Mutations Are Distributed across Interaction Interfaces

For each protein with a significantly perturbed interaction interface, we next sought to determine whether mutations are found within a small number of interaction sites or across several interaction sites. We consider all sites within the protein with nonzero interaction track weights and use the frequency with which somatic mutations occur within each of them to compute a normalized Shannon entropy (Shannon, 1948). Higher entropies correspond to proteins with mutations spread across many interaction sites, whereas low entropies correspond to mutational patterns that can be uncovered by methods that look for mutation “hotspots” (Chang et al., 2016). As expected, PertInInt highly ranks several oncogenes that have previously been detected by hotspot detection algorithms due to their recurrent mutations in critical interaction positions (e.g., IDH1, BRAF, and NRAS). However, there are also many genes with significantly perturbed interaction interfaces where mutations are spread more widely across their interaction sites (Figure 3C). Known cancer genes DICER1, SMARCA4, CREBBP, and KMT2D, for instance, are among the top 35 genes ranked by PertInInt and contain significantly mutated interaction sites (combined score across interaction tracks > 6), each with several interaction sites that together harbor an enriched number of somatic mutations.

Notably, this analysis reveals that the top-ranked genes with significantly perturbed interaction interfaces include both oncogenes and tumor suppressor genes (TSGs), reflecting a dichotomy in the impact of binding interface mutations. Whereas some specific mutations within interaction sites have been linked to oncogenic activity (Stehr et al., 2011), other binding site mutations are known to entirely disrupt critical interactions and overall protein function (Cho et al., 1994). Although we model the interaction sites of similar numbers of oncogenes and TSGs (238 and 246 respectively), we find that among the 50 genes with the highest enrichment of mutations within their interaction sites, the enrichment of oncogenes is 2.36-fold greater than the enrichment of TSGs.
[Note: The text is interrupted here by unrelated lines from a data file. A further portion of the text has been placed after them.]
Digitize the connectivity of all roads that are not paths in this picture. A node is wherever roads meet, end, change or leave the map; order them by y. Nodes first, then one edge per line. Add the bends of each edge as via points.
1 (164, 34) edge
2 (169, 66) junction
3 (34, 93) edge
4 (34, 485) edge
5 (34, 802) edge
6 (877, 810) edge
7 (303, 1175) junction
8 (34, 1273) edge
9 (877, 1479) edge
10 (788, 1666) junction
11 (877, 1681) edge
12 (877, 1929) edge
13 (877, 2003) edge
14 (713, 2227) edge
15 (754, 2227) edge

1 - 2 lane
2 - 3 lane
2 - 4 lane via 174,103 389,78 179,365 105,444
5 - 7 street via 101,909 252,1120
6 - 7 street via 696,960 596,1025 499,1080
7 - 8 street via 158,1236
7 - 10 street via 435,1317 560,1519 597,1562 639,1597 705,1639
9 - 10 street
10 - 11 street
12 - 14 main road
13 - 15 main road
Nevertheless, PertInInt uncovers perturbed interaction interfaces in many genes that have been previously identified as drivers due to nonsense, frameshift, or other relatively disruptive mutations typically associated with TSGs (e.g., RUNX1 and FOXO1). Indeed, enriched yet less common interaction-altering missense mutations uncovered by PertInInt may correspond to more subtle knockdown phenotypes or previously underappreciated oncogenic activities of genes traditionally characterized as TSGs.
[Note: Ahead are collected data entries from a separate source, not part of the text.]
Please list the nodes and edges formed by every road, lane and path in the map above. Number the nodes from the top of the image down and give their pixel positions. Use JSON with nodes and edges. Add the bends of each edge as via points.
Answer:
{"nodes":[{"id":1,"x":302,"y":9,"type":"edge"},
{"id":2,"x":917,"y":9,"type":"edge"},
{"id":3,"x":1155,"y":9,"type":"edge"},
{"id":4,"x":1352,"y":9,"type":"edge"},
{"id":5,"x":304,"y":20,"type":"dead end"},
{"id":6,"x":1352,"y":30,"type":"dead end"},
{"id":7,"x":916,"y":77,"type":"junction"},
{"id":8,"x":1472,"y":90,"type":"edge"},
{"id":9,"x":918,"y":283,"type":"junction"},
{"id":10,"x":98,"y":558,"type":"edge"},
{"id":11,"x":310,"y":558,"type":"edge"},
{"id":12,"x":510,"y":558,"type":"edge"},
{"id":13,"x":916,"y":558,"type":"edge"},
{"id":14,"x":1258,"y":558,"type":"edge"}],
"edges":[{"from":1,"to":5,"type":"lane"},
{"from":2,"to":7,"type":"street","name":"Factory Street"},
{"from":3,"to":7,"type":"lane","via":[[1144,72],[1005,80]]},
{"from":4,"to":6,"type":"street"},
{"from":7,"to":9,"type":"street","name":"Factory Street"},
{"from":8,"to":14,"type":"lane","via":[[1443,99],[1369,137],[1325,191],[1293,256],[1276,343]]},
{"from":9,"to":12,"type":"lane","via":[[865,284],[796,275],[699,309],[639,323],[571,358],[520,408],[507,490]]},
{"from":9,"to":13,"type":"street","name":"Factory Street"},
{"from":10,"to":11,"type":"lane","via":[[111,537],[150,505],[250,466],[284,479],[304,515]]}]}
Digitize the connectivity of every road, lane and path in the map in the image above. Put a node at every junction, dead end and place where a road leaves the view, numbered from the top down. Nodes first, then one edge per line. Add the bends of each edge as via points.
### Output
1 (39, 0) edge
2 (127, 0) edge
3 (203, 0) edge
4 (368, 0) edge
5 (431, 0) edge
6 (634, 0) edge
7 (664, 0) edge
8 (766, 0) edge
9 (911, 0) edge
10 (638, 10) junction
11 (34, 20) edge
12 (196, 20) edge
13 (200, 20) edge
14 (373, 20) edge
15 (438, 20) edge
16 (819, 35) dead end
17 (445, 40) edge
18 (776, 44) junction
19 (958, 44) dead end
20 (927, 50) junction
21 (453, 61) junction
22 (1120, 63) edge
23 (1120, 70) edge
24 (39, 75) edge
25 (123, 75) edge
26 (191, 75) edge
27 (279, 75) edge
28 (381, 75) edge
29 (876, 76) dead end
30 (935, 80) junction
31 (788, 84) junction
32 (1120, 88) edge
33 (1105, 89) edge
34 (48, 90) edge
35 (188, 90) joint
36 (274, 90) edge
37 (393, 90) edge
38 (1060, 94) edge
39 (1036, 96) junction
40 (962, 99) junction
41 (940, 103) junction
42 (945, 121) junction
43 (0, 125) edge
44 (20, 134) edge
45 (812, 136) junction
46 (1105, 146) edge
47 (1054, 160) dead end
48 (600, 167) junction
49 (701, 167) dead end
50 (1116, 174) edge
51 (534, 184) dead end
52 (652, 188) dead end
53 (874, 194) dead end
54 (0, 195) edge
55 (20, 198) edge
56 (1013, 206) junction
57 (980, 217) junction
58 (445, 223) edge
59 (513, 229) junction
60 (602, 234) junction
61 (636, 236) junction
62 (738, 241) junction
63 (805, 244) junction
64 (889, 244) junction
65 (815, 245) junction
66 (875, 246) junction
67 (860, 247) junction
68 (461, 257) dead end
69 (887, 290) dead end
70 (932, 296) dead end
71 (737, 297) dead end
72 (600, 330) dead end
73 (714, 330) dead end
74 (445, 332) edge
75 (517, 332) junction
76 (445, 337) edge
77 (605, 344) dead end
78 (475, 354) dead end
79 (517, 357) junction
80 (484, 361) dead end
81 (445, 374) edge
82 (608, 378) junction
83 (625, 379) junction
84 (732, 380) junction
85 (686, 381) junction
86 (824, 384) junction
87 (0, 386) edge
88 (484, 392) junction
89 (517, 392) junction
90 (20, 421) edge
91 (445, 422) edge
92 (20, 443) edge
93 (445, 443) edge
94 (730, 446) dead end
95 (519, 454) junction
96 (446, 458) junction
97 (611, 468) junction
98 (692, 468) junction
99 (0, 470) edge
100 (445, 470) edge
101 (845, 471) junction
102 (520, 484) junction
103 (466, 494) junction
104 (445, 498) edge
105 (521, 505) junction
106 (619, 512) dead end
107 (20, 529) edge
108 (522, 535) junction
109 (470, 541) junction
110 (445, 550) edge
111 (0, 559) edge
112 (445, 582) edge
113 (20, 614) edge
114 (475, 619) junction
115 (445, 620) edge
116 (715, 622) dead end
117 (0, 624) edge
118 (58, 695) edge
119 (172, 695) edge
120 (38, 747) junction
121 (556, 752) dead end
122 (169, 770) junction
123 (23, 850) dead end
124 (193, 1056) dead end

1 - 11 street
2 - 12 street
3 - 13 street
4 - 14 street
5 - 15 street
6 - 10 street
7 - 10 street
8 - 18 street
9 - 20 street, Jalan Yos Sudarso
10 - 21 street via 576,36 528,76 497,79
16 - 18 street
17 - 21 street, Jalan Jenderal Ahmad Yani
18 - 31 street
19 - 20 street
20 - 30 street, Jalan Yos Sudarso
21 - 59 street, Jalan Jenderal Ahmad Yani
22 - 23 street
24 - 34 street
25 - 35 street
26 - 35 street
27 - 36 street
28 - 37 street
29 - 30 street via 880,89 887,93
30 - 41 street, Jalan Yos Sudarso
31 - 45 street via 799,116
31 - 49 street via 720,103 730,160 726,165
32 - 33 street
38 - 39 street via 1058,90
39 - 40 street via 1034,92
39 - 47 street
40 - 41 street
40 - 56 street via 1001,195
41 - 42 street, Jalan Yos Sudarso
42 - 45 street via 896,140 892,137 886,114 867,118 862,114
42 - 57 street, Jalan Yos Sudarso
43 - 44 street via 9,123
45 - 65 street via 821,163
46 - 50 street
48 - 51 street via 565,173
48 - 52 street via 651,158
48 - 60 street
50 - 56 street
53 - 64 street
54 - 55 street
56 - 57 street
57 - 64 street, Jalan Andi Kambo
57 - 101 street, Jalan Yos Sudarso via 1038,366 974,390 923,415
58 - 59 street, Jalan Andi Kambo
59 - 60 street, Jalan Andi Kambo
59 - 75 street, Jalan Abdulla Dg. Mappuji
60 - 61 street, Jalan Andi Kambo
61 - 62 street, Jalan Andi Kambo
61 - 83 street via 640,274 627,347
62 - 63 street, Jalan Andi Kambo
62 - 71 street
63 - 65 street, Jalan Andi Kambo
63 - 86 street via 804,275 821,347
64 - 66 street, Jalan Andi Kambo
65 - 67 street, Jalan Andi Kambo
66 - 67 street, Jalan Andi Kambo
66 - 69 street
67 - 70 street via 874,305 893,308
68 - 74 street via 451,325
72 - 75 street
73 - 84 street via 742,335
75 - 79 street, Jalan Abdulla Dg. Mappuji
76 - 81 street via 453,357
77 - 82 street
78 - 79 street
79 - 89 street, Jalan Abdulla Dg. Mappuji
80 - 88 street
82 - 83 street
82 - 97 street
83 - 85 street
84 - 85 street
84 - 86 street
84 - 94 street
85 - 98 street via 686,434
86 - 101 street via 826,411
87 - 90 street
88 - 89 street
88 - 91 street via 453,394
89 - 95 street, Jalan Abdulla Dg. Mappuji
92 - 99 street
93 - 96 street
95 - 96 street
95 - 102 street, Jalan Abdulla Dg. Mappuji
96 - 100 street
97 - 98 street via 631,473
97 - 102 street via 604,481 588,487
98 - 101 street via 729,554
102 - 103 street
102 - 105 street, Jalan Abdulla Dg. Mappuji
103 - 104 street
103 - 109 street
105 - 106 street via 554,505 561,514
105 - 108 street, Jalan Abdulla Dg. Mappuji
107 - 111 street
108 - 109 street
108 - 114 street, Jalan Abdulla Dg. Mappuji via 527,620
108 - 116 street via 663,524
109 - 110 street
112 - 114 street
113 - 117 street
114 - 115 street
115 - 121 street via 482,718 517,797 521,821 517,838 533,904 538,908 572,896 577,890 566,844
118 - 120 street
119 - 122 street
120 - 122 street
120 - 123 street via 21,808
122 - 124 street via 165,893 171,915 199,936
PertInInt Outperforms Previous Methods in Detecting Cancer Genes

Having demonstrated that PertInInt can identify interaction interfaces enriched in mutations across tumor samples, and that this is highly predictive of cancer genes, we next turn to assessing PertInInt’s performance as compared with previously published methods (Chang et al.,2016; Lawrence et al., 2014; Melloni et al., 2016; Mularoni et al., 2016; Porta-Pardo et al., 2015; Porta-Pardo and Godzik, 2014; Przytycki and Singh, 2017; Ryslik et al., 2013, 2014b; Tamborero et al., 2013; Ye et al., 2010) for detecting cancer driver genes (see STAR Methods). These methods differ substantially in terms of their statistical models and overall goals and, unlike PertInInt, are largely unable to distinguish among the various types of interaction and other functional perturbations affecting the identified genes.
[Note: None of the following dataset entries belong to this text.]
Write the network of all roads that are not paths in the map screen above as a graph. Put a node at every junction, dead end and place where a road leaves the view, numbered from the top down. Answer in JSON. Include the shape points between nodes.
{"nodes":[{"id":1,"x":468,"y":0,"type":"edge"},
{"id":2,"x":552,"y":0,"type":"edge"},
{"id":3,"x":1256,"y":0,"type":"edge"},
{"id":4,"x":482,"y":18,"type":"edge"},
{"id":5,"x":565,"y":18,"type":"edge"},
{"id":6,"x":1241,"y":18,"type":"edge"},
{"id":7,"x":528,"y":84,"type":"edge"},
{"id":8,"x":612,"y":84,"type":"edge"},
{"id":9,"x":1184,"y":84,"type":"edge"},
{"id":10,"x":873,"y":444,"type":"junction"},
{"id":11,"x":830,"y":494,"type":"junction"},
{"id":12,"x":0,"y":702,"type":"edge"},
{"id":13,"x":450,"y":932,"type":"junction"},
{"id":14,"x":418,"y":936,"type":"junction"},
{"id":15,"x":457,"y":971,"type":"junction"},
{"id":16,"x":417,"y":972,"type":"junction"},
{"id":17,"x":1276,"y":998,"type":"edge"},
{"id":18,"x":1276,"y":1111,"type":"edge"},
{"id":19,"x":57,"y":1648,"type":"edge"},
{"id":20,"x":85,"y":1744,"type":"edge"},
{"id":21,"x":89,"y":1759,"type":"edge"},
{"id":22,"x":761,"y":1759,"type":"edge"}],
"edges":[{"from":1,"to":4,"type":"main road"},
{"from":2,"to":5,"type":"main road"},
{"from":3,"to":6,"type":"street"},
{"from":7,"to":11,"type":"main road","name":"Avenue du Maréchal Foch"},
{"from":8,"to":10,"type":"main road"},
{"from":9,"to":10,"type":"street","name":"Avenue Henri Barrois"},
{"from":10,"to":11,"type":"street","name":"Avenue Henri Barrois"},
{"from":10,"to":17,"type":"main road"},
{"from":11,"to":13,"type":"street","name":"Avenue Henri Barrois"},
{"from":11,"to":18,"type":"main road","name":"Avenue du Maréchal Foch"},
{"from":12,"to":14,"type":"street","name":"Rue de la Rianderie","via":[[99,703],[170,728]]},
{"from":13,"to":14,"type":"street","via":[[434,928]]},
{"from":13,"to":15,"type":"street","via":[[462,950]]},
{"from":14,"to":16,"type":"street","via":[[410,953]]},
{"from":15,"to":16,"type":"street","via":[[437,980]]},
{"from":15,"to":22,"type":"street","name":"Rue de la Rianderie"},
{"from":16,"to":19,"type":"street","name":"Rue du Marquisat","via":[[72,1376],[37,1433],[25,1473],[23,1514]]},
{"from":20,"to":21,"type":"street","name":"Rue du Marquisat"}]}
When applied to tumor samples from the pan-cancer dataset, our method has a greater enrichment for CGC genes than the other tested methods that we were able to run (Figure 4A). PertInInt also outperforms these other methods in terms of enrichment of CGC genes among top-ranked genes even after we exclude tumor samples from the six most highly mutated cancer types with 100+ missense mutations per patient on average, demonstrating that PertInInt’s superior pan-cancer performance is not driven by samples from cancer types that contribute large numbers of mutations (Figure S6). PertInInt’s greater enrichment as compared with other methods is observed as well for other lists of driver genes, and, furthermore, neither PertInInt nor any of the other tested methods show any enrichment for sets of genes that have been suggested to be unlikely to play roles in cancer (Figure S7; Table S2). Notably, the genes ranked highly by PertInInt differ substantially from those identified by other approaches (Figure 4B). Specifically, the set of genes identified by PertInInt has a consistently low Jaccard index (JI) with sets of genes ranked by alternate methods (JI < 0.5 across all methods for top 25 genes, JI < 0.25 across all methods for top 150 genes). Moreover, due to our analytical formulation, PertInInt can process the pan-cancer mutational data while considering multiple sources of data about protein functionality in 10 min on a single core of standard desktop; alternate methods each consider a limited set of mutational patterns and range in runtime from minutes to days (Table S3).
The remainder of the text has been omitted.